PROBLEM → What lines of the listing include the string "三坂松山線"? Show them all.

########################################

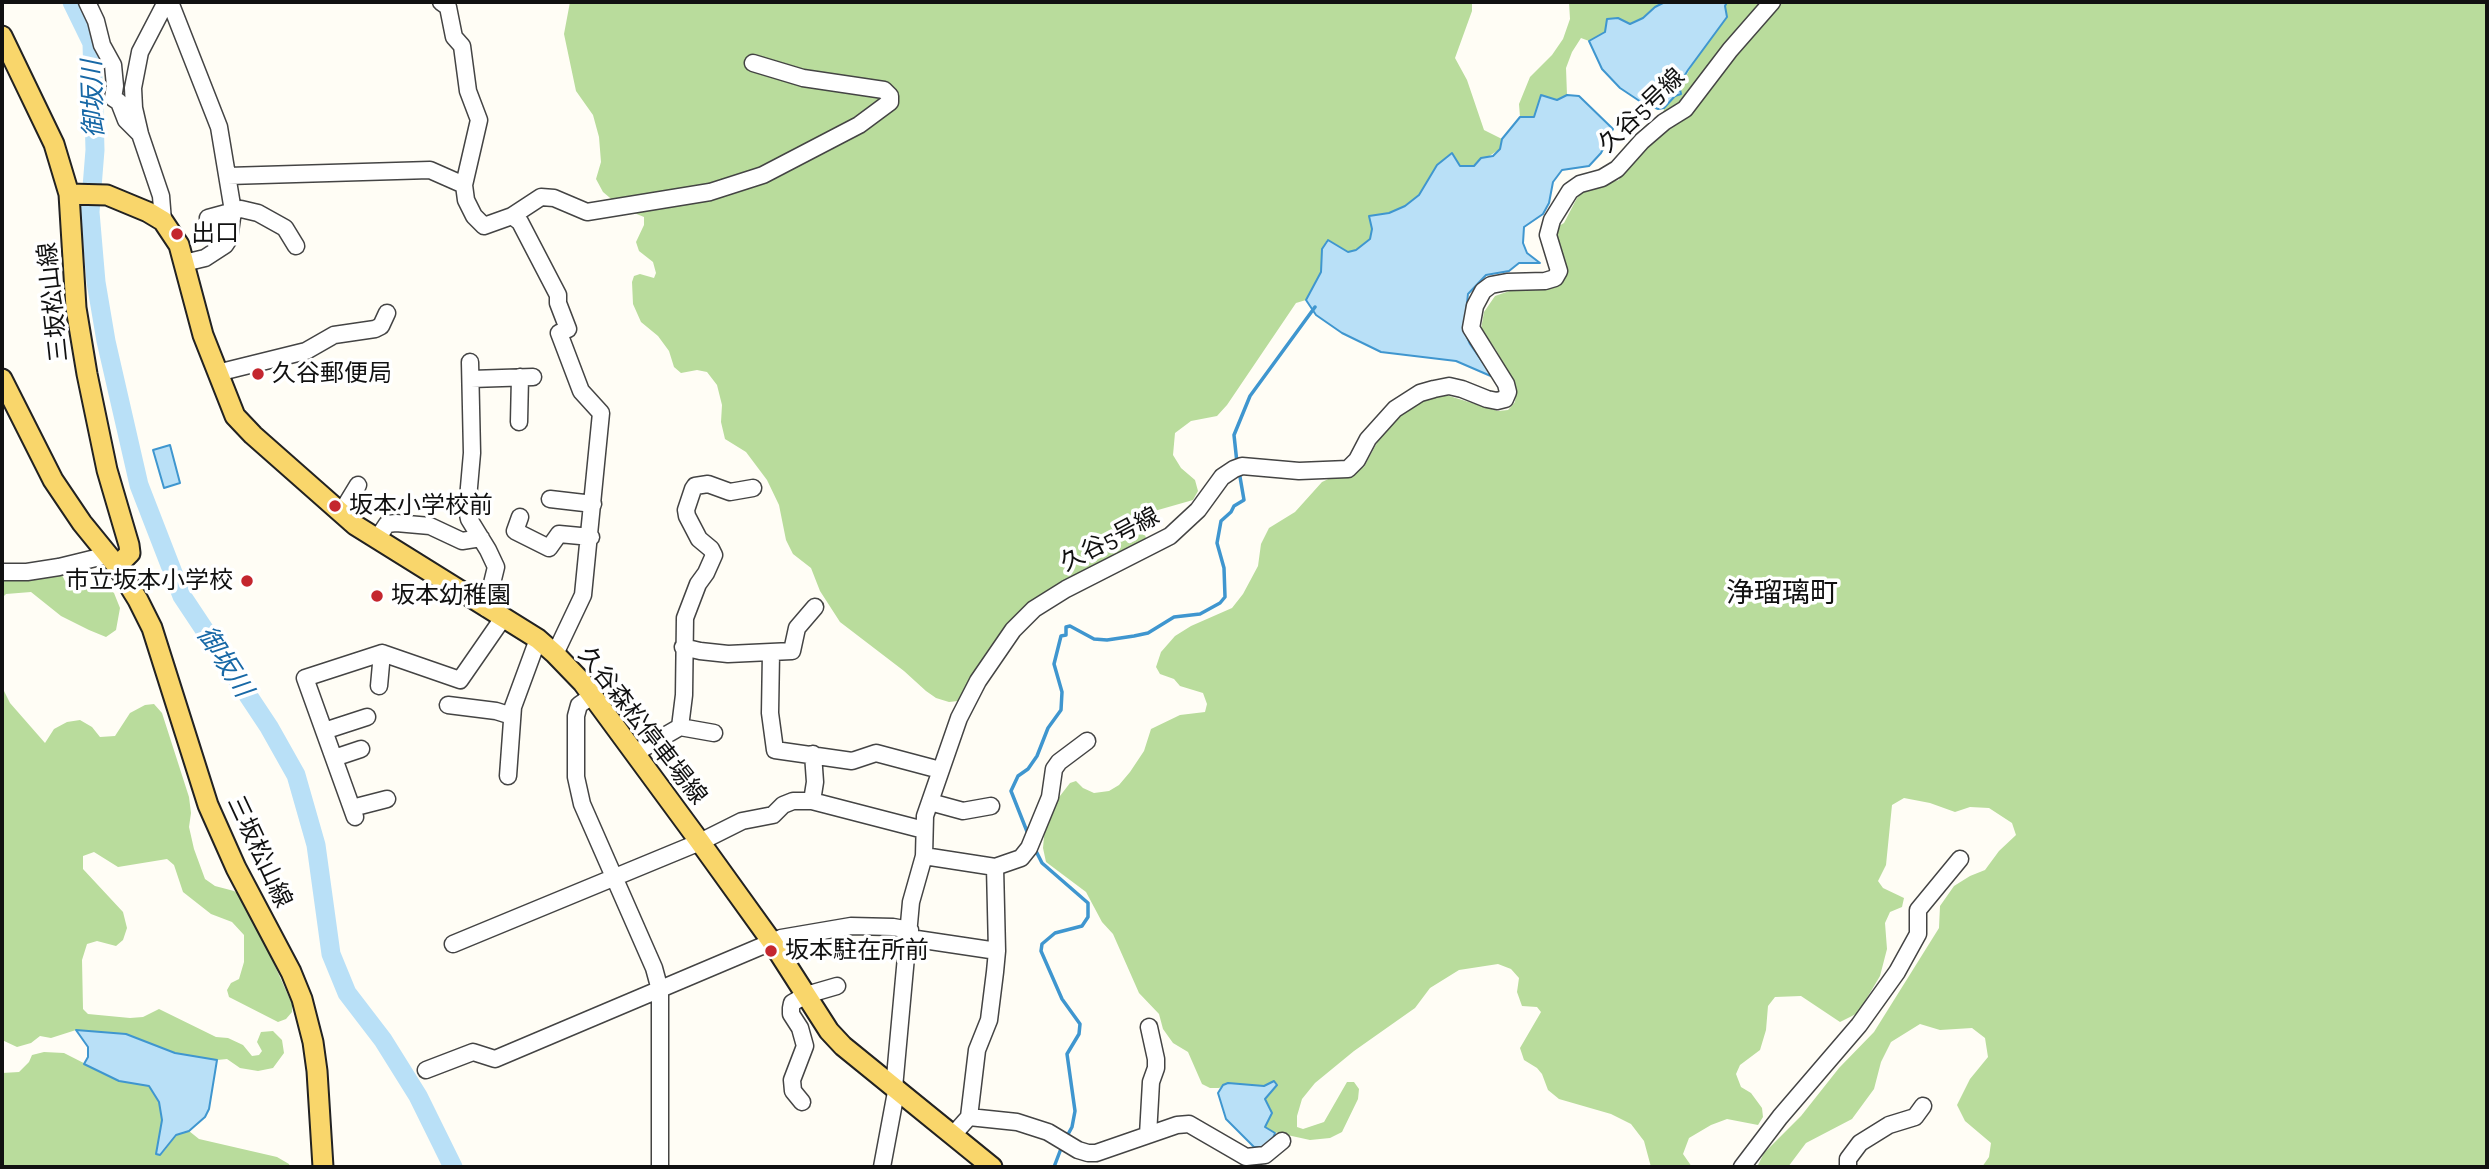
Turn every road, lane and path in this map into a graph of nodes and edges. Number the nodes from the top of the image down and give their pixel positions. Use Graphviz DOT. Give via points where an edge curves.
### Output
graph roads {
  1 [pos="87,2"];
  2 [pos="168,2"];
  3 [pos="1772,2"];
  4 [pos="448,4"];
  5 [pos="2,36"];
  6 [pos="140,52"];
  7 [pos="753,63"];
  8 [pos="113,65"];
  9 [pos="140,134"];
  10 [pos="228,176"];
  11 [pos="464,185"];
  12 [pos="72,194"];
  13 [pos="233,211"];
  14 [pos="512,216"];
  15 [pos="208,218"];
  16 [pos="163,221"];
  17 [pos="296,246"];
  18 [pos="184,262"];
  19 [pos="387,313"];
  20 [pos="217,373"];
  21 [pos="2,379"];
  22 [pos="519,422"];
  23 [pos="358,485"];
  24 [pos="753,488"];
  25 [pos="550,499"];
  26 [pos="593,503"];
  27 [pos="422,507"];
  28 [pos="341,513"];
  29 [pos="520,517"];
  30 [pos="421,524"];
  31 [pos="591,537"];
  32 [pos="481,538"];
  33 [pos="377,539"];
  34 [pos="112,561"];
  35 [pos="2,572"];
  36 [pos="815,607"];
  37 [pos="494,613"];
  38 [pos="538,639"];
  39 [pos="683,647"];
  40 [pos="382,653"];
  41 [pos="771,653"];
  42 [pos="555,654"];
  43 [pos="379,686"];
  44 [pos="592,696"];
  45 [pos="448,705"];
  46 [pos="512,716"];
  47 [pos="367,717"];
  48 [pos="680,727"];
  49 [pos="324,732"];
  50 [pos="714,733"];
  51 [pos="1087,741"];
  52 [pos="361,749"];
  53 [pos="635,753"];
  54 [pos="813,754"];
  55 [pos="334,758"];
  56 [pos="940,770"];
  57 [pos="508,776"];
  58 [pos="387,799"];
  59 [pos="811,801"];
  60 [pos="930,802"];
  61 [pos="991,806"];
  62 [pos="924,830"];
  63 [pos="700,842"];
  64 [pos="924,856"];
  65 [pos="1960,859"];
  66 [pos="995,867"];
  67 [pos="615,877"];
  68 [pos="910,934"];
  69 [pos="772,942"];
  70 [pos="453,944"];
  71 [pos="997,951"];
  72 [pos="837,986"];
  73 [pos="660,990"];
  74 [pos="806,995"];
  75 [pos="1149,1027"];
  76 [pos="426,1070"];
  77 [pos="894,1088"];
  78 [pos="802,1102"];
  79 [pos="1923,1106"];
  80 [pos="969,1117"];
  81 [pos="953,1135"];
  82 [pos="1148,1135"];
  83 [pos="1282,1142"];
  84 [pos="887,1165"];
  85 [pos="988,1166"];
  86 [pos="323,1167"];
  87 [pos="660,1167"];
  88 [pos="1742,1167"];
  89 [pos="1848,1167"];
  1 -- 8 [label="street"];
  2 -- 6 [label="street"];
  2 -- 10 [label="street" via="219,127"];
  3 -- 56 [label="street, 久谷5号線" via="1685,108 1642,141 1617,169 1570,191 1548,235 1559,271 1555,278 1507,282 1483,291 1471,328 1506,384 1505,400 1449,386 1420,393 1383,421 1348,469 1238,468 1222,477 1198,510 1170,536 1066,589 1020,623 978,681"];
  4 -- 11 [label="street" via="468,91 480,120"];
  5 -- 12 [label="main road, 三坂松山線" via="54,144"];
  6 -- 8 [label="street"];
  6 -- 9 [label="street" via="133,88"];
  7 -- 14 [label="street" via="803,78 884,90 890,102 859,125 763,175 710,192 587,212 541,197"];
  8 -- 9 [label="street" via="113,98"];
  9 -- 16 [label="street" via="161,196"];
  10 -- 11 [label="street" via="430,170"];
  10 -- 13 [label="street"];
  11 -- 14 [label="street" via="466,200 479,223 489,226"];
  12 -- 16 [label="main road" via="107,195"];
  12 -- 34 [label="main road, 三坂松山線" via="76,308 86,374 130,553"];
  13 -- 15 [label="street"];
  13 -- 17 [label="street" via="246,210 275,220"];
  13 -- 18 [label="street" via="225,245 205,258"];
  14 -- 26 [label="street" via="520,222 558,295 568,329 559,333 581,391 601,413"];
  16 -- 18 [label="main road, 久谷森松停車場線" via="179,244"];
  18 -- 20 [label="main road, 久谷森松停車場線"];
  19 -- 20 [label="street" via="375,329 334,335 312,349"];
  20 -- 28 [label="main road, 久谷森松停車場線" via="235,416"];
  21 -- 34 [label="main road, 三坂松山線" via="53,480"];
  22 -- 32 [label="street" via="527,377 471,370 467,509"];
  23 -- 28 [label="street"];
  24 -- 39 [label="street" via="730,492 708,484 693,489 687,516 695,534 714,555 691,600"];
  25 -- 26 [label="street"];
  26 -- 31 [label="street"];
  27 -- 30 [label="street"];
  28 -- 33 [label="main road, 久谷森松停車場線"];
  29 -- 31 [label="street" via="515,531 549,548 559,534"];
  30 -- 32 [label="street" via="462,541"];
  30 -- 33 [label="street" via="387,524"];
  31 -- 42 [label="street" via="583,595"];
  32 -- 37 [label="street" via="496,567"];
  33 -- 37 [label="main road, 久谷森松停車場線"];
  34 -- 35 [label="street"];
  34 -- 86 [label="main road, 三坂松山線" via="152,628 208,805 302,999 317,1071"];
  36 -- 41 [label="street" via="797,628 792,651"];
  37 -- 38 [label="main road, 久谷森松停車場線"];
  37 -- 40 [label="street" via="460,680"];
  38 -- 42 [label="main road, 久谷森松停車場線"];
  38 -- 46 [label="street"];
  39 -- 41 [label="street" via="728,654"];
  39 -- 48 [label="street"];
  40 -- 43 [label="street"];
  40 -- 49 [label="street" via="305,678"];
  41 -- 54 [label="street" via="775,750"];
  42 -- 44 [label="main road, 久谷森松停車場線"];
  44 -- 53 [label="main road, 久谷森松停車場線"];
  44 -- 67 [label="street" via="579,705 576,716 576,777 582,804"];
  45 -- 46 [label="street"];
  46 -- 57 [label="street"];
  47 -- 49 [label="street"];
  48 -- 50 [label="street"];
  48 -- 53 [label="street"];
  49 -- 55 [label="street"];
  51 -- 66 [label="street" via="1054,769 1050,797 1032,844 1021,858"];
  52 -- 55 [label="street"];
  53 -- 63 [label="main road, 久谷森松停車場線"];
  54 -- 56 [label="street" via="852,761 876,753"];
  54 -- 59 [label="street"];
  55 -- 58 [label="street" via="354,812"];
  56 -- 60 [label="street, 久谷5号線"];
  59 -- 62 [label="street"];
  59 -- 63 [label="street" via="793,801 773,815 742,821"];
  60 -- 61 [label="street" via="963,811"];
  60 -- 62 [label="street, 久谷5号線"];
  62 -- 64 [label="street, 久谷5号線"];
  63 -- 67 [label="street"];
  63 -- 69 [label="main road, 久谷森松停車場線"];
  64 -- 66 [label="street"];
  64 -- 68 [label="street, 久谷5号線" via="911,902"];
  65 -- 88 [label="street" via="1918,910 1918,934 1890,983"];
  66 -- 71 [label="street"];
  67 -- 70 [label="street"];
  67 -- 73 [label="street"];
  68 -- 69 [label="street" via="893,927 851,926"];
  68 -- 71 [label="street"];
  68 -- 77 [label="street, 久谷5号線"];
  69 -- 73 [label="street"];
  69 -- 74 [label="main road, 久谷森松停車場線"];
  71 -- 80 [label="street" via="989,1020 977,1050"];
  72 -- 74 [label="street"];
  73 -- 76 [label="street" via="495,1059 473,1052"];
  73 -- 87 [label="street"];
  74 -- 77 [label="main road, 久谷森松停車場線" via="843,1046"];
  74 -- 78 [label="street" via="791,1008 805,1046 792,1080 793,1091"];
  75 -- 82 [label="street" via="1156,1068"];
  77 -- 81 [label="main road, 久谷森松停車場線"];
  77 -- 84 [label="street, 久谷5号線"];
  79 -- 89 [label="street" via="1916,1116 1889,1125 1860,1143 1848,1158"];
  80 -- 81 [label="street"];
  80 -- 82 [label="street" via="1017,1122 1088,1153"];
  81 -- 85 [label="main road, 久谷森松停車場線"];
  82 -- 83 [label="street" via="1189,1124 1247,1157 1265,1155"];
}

########################################

RESPONSE TO THE TASK →
  5 -- 12 [label="main road, 三坂松山線" via="54,144"];
  12 -- 34 [label="main road, 三坂松山線" via="76,308 86,374 130,553"];
  21 -- 34 [label="main road, 三坂松山線" via="53,480"];
  34 -- 86 [label="main road, 三坂松山線" via="152,628 208,805 302,999 317,1071"];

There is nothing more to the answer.